I know what you are thinking.
James Baldwin was not a musician.
I know.
And yet, the way his pen danced on the page, following the musicality of his speech makes him - I think - some kind of musician.
I’ve just broken my rule to only read books written by women to read James Baldwin’s Giovanni’s Room. A rule I’ve been following since 2016, bar for three books: Sapiens, Prisoners of Geography and The Power of Geography - which, I must say, I have not finished yet.
I had been wanting to read Giovanni’s Room for a long while as it kept coming to me through different routes. But I kept leaving it “for a better moment” because of my commitment to women writers.
And then I thought, well, as I embark on an adventure, a bit of a hiatus on my life in London, why not pausing that too. Let’s leave my ‘principles’ on the side for a moment. After all, he was a queer black man so perhaps he can be exempt from my ban on the man.
We - or I should better speak on the first person as I don’t know you -, I rarely listen to writers speak. Their speech limited to paper. Voiceless voices that nevertheless speak to us so loudly. However, I have listened to Baldwin speak a fair bit. For not only I am fascinated by what he said, but also how he said it.
The man sung. A poet in front of a crowd. His tone and the cadence of his voice making his words dance through the air to reach his listeners’ souls and hearts.
The king of oratory. Eloquent, sharp and captivating.
So when I started reading Giovanni’s Room a week ago I could hear him speak. It was as if he was in the room, reading his book to me, which made the story ever so intense.
“But Joey is a boy, I saw suddenly the power in his thighs, in his arms, and in his loosely curled fists. The power and the promise and the mystery of that body made me suddenly afraid. That body suddenly seemed the black opening of a cavern in which I would be tortured till madness came, (…)”
If you are looking for a (very) good book to read; a page-turner for the fast-approaching Winter break, James Baldwin is all you need.
AND if you have any recommendations you would like to share with me and the other readers, please leave a comment. Sharing is caring!

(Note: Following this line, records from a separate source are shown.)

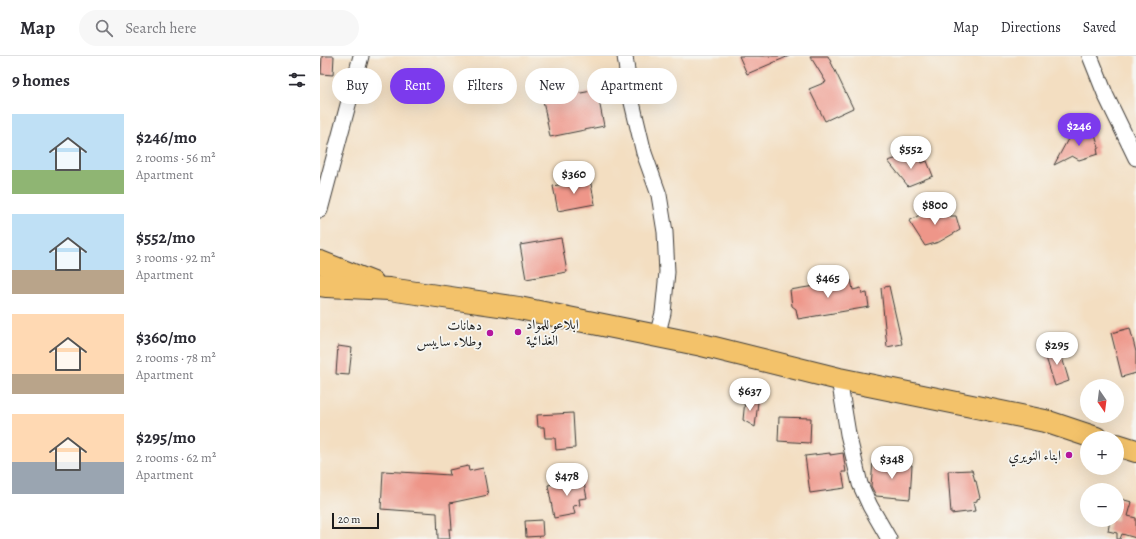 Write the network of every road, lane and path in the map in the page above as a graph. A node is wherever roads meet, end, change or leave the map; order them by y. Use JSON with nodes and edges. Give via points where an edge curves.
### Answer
{"nodes":[{"id":1,"x":361,"y":56,"type":"edge"},
{"id":2,"x":625,"y":56,"type":"edge"},
{"id":3,"x":1090,"y":56,"type":"edge"},
{"id":4,"x":1136,"y":158,"type":"edge"},
{"id":5,"x":320,"y":210,"type":"edge"},
{"id":6,"x":320,"y":262,"type":"edge"},
{"id":7,"x":322,"y":283,"type":"edge"},
{"id":8,"x":389,"y":289,"type":"junction"},
{"id":9,"x":657,"y":336,"type":"junction"},
{"id":10,"x":839,"y":379,"type":"junction"},
{"id":11,"x":1080,"y":433,"type":"edge"},
{"id":12,"x":1124,"y":447,"type":"edge"},
{"id":13,"x":1136,"y":451,"type":"edge"},
{"id":14,"x":889,"y":539,"type":"edge"}],
"edges":[{"from":1,"to":5,"type":"street"},
{"from":2,"to":9,"type":"street","via":[[630,94],[644,153],[659,195],[665,232],[667,272],[663,313]]},
{"from":3,"to":4,"type":"street"},
{"from":6,"to":8,"type":"main road"},
{"from":7,"to":8,"type":"main road"},
{"from":8,"to":9,"type":"main road","via":[[519,308]]},
{"from":9,"to":10,"type":"main road"},
{"from":10,"to":11,"type":"main road","via":[[1045,421]]},
{"from":10,"to":14,"type":"street","via":[[860,484]]},
{"from":12,"to":13,"type":"main road"}]}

“Nevertheless, beneath me—along the river bank, beneath the bridges, in the shadow of the walls, I could almost hear the collective, shivering sigh—were lovers and ruins, sleeping, embracing, coupling, drinking, staring out at the descending night.”
Other than that…
… greetings from Dakar!
I write from the Senegalese capital where I am going to be based for the next six or seven weeks before I head to Nigeria.
If there is anything you would like me to write about while I am out here, just holler! If there is something I now have is time. At last!